RBDC, a 2014 merger of the Eastern Idaho Entrepreneurial Center and the Southeast Idaho Research Institute, has served 3,000 to 5,000 students since the two organizations were established in 2006 and 2010, respectively. This academic year Merrill expects to have 800 students working on 220 projects with a new rotation of students three times a year.
Thirty percent of the students signed up at RBDC aren’t even in Rexburg. They are among the roughly 12,000 online students at BYU-Idaho, which has about 20,000 students on campus.
RBDC has projects with Lawrence Livermore Laboratory, Idaho National Laboratory, the Coast Guard, Panasonic, insurance companies, hospital systems and many eastern Idaho companies.
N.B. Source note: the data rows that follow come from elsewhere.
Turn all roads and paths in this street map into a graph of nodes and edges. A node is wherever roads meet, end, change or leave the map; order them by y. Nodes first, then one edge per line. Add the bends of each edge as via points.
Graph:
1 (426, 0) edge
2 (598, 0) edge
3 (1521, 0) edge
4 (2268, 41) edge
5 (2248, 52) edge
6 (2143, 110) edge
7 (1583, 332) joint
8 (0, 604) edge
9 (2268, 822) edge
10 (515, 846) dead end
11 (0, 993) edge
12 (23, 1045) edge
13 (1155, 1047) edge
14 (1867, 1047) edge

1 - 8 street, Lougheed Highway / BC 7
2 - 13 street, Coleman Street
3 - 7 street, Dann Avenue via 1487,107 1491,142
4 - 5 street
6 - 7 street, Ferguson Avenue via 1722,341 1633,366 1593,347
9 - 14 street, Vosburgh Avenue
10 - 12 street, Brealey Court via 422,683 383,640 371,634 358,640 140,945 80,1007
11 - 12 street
Tyler Price, an Idaho Falls cosmetology and nail technician school owner, has used RBDC students for an app he is creating to help working cosmetologists better manage their businesses.
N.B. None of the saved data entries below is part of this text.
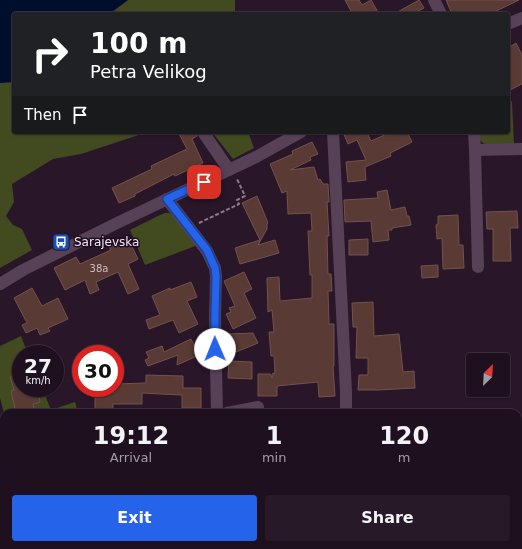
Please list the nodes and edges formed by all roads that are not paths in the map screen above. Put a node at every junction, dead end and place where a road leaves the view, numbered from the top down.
1 (434, 0) edge
2 (440, 12) edge
3 (522, 18) edge
4 (510, 23) edge
5 (203, 134) edge
6 (297, 134) edge
7 (333, 134) edge
8 (474, 134) edge
9 (475, 150) junction
10 (522, 150) edge
11 (232, 173) junction
12 (167, 199) junction
13 (478, 267) dead end
14 (0, 284) edge
15 (258, 407) dead end
16 (217, 409) edge
17 (248, 409) edge
18 (346, 409) edge

1 - 2 street
3 - 4 street
5 - 11 street
6 - 11 street
7 - 18 street
8 - 9 street
9 - 10 street
9 - 13 street
11 - 12 street
12 - 14 street
12 - 16 street
15 - 17 street

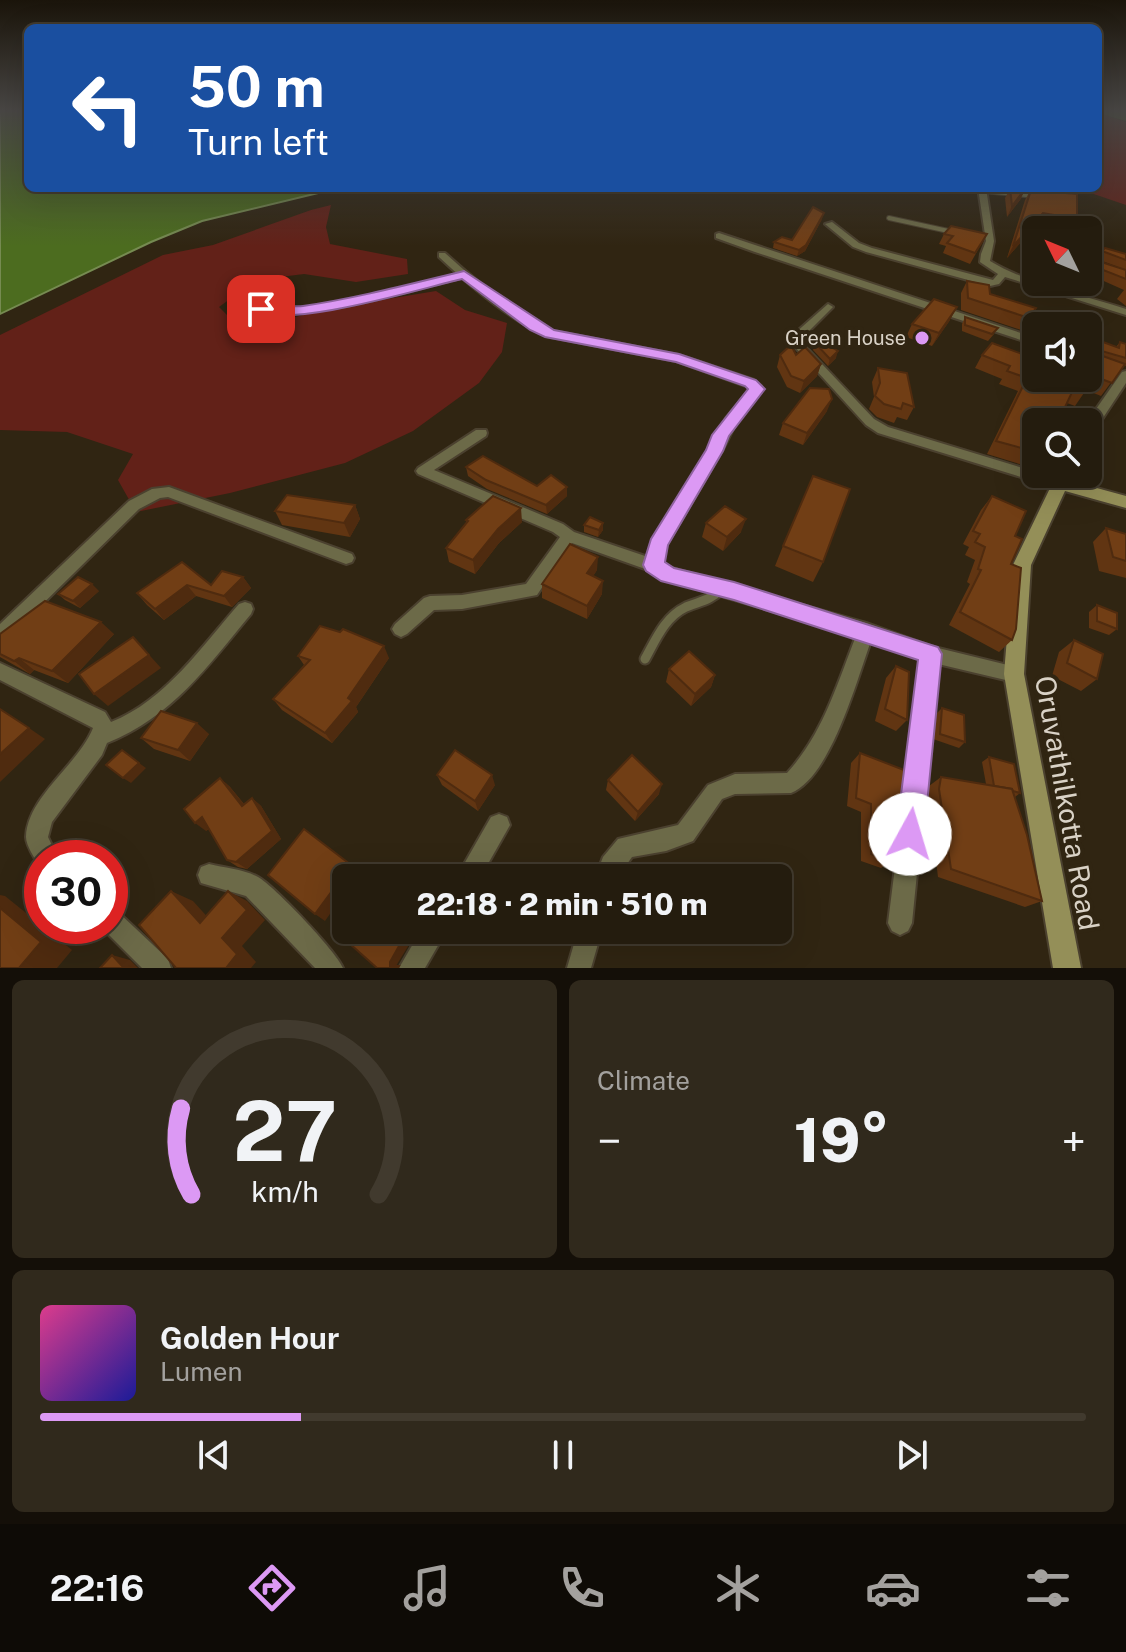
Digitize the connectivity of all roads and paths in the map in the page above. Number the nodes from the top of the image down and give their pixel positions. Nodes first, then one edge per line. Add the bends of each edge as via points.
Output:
1 (982, 192) edge
2 (1004, 192) edge
3 (1041, 197) edge
4 (889, 218) dead end
5 (829, 224) dead end
6 (961, 234) edge
7 (719, 236) dead end
8 (976, 237) edge
9 (990, 241) junction
10 (442, 255) dead end
11 (1003, 273) junction
12 (464, 275) junction
13 (1022, 277) edge
14 (1088, 296) edge
15 (828, 307) dead end
16 (261, 309) dead end
17 (1126, 312) edge
18 (1022, 337) edge
19 (1121, 373) edge
20 (1101, 408) edge
21 (481, 433) dead end
22 (1022, 468) edge
23 (1058, 488) edge
24 (1087, 488) edge
25 (1126, 502) edge
26 (569, 536) junction
27 (346, 558) dead end
28 (654, 565) junction
29 (722, 587) junction
30 (245, 609) dead end
31 (401, 629) dead end
32 (866, 631) junction
33 (0, 635) edge
34 (930, 654) junction
35 (645, 659) dead end
36 (0, 671) edge
37 (1014, 674) junction
38 (101, 736) junction
39 (499, 825) dead end
40 (38, 840) edge
41 (475, 864) edge
42 (612, 864) edge
43 (209, 875) dead end
44 (900, 923) dead end
45 (128, 938) edge
46 (426, 944) edge
47 (586, 944) edge
48 (159, 968) edge
49 (331, 968) edge
50 (411, 968) edge
51 (579, 968) edge
52 (1067, 968) edge

1 - 9 street
2 - 3 lane
4 - 6 lane
5 - 11 street via 869,250 990,283
7 - 18 street
8 - 9 lane
9 - 11 street via 985,262
10 - 12 street
11 - 13 street
12 - 16 lane via 343,304 288,312
12 - 28 street via 550,334 696,362 757,389 721,435 658,545
14 - 17 street
15 - 22 street via 798,336 799,346 870,422
19 - 20 street
21 - 26 street via 423,471
23 - 37 street, Oruvathilkotta Road via 1022,565
24 - 25 street
26 - 28 street
26 - 31 street via 531,590 430,603
27 - 33 street via 169,492 157,493 134,505
28 - 29 street via 669,575
29 - 32 street
29 - 35 lane via 706,604 676,613
30 - 38 street via 163,703 121,730
32 - 34 street
32 - 42 street via 805,771 791,783 735,784 715,792 685,833 626,847
34 - 37 street
34 - 44 street
36 - 38 street via 98,719
37 - 52 street, Oruvathilkotta Road
38 - 40 street via 42,818
39 - 41 street
43 - 49 street via 252,886
45 - 48 street
46 - 50 street
47 - 51 street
“I’ve used the center for ideas I have to help with market research,” said Price, owner and CEO of Austin Kade Academy. “A lot of times you don’t know what you don’t know. The student workers really want to find what you’re looking for, and they put a better spin on it from a millennial view.”
RBDC is mostly digital research-oriented, but the organization also leases a field for students to test new fungicides and fertilizers on one-acre test plots. RBDC has harvest equipment and drones for crop research, Merrill said.
About one-third of the programs are with governments: economic analyses, wage and benefit analyses for cities and counties, said Will Jenson, RBDC’s business research director.
“We do a lot of market analysis, and we do supply chain related projects, social media related projects,” Jenson said. “We did the feasibility study for College of Eastern Idaho that led to the taxing district (for the creation of the college, which opened in 2017). We did economic leakage studies for Rexburg. We do merger and acquisition research for larger businesses. We’ve done survey work.”
RBDC works closely with top company leaders.
“We are dealing with key decision makers and high-level executives,” Jenson said. “A student can end up having a CEO write a letter of recommendation.”